So chances are unless Labour were to come up with something so revelatory and actually workable, I'd likely not even bother voting at all, for clearly it matters little in the continuous saga of Tory hand-me-downs anyway. Not that anyone voted Truss & co in, is it?

You'd think losing £65bil would be somewhat of a 'job scrutinizer', and that they'd take pariah status rivalling Nick Leeson, yet somehow Truss & Kwarteng are being given, what, time to 'do better'? 🤔

I think the Tories have a lot of thinking to do in the coming days....

Yes we have seen this sort of thing before, and TBH I don't think it's healthy, where there is competition, it should be healthy competition, where the choices on offer all have compelling aspects to their prospectus.

For example, in the PC CPU space, for quite a few years Intel were absolutely dominant, AMD's products were poor, they couldn't compete on performance, they ran stupidly hot and noisy, and even at keen prices they were very unappealing. End result, Intel just rested on their laurels for years, churning out basically the same quad-core processors year after year, at stupidly high prices.
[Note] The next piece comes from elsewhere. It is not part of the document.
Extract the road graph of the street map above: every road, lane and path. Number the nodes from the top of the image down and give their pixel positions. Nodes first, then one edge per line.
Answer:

Yes there was technically a choice, but Intel was the only choice that made sense, and they knew it.

And then finally in 2017 AMD put out their Ryzen architecture CPUs, swinging right out of the gate with 8 cores (Intel were still on 4), a whole new efficient architecture, at super prices, making them very compelling propositions, with 6 and 4 core variants filling out the product stack.

They turned the CPU market upside down overnight, Intel went straight into panic mode and had to actually start fighting back, suddenly pulling a 6 core processor out of their arse, followed not long after by an 8 core part. (So they could have done it for all those years, they just didn't have to because there was no competition.)
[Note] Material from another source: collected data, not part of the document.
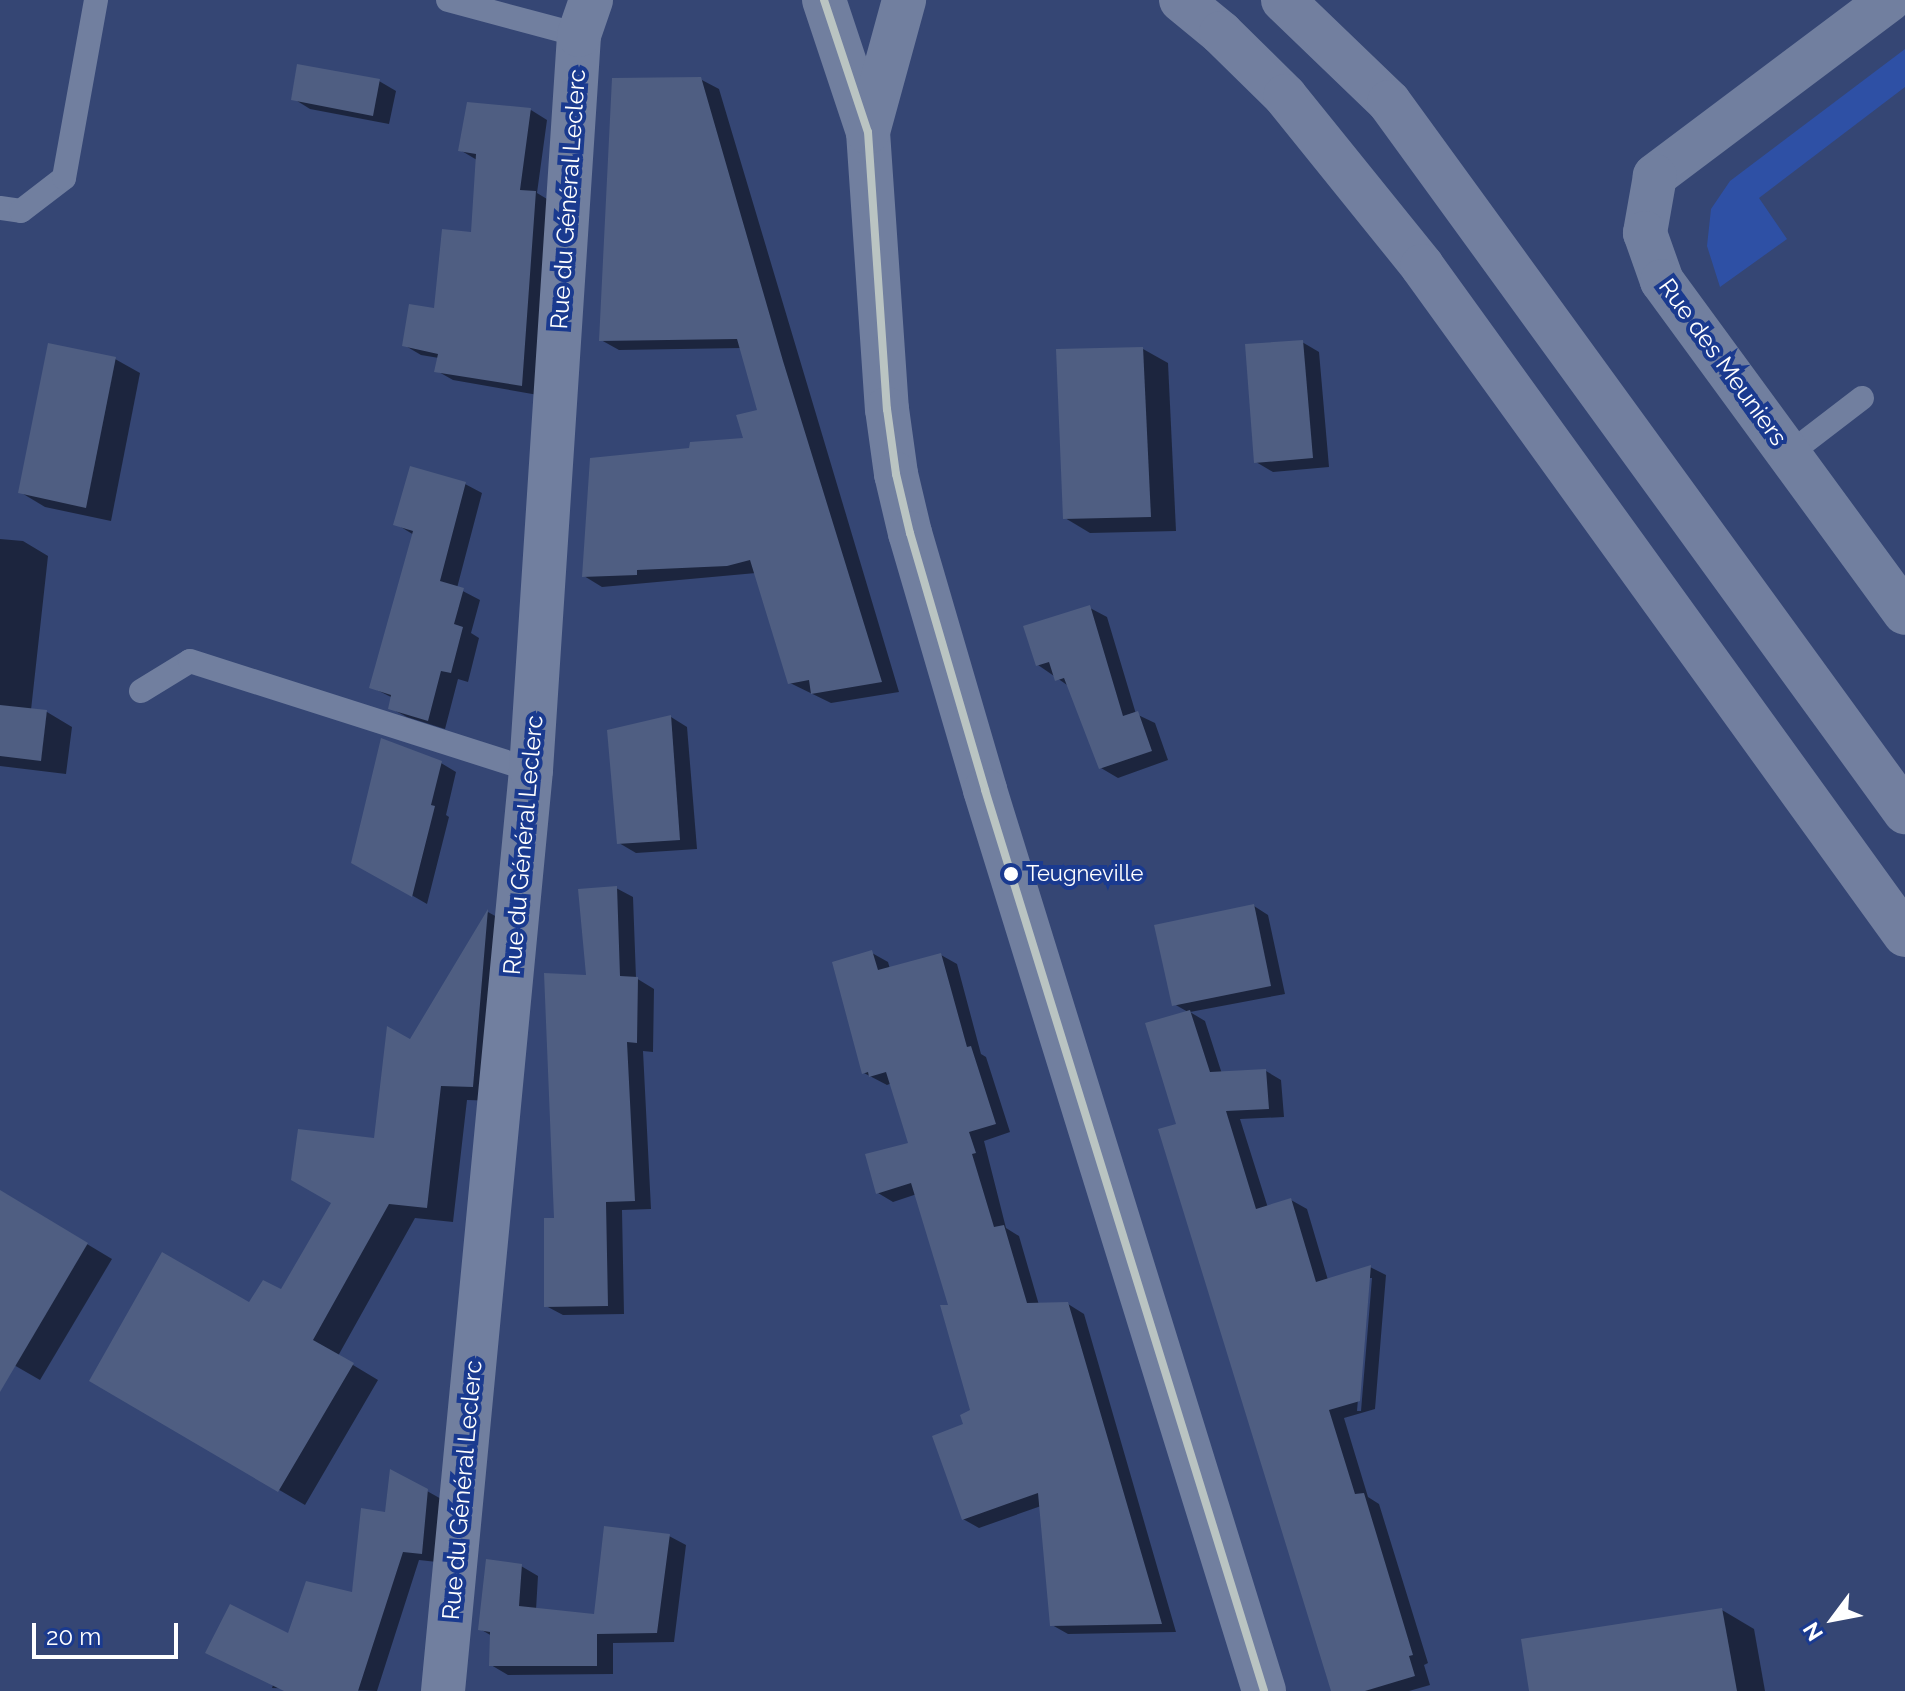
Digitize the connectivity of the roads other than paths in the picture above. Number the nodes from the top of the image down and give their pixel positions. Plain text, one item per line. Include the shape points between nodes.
1 (96, 0) edge
2 (448, 0) edge
3 (824, 0) edge
4 (904, 0) edge
5 (1181, 0) edge
6 (1283, 0) edge
7 (1889, 0) edge
8 (585, 17) edge
9 (868, 132) junction
10 (0, 208) edge
11 (1862, 398) dead end
12 (1789, 454) junction
13 (1905, 613) edge
14 (141, 691) dead end
15 (531, 770) junction
16 (1905, 812) edge
17 (1905, 935) edge
18 (443, 1691) edge
19 (1264, 1691) edge

1 - 10 lane via 64,178 21,211
2 - 8 lane
3 - 9 street
4 - 9 street
5 - 17 highway via 1285,96 1422,266
6 - 16 highway via 1389,102
7 - 12 street, Rue des Meuniers via 1655,176 1645,233 1662,281
8 - 15 street, Rue du Général Leclerc
9 - 19 street via 887,409 910,533
11 - 12 lane
12 - 13 street, Rue des Meuniers
14 - 15 lane via 190,661
15 - 18 street, Rue du Général Leclerc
You get the idea, Intel and AMD were competing again, and it meant the consumer got better products, at competitive prices, with both companies duking it out to get one over on each other.

So it goes with politics, during the New Labour years the Tories disappeared into the wilderness, they were fighting more with each other than they were with Labour, the next two general elections were basically gimmes for Blair, but this is a bad thing. Like Intel, in some regards they got complacent, and over-confident, policies that shouldn't have made it out of the door did so, because there was no one around to properly challenge them, culminating of course in the travesty of the Iraq War, and a final term that was marred by infighting and some awful blunders.

I can see the same thing happening again, the destruction job that Truss looks like doing could effectively see the Tories out of 'meaningful opposition', to all intents and purposes, for quite some time, and I don't think that's healthy for politics, or the country.

(And of course by the mid 90s the Tories were in absolute disarray, ripping themselves to shreds over Europe (sounds familiar!.....) and giving Labour something of an open goal.)

The next two years are certainly going to be fascinating, I'm not a huge fan of Starmer, and his Labour Party is very centrist, you could probably pitch it as 'centre left' but that's about it, he has done a pretty effective job of expunging 'undesirable' left wing elements (much to my chagrin, but hey, he wants to win an election), and he's knocked together a decent shadow cabinet. Also, more than anything perhaps, he looks serious and competent, which I suspect is something the people of the UK will absolutely be looking for come the next general election.

Personally I wish Sunak had won, I don't agree with his politics but he is at least competent and has a grasp on actual economics, something which appears to elude both Truss and Kwarteng. Yes he'd have given Labour a harder time but at least he wouldn't have blown up the UK's economy, and like Intel vs AMD post-2017, it would have been a decent fight.

Still, Truss is what we got, so thanks to all those Tory Party members who gave us, out of the entire list of candidates, the worst possible result.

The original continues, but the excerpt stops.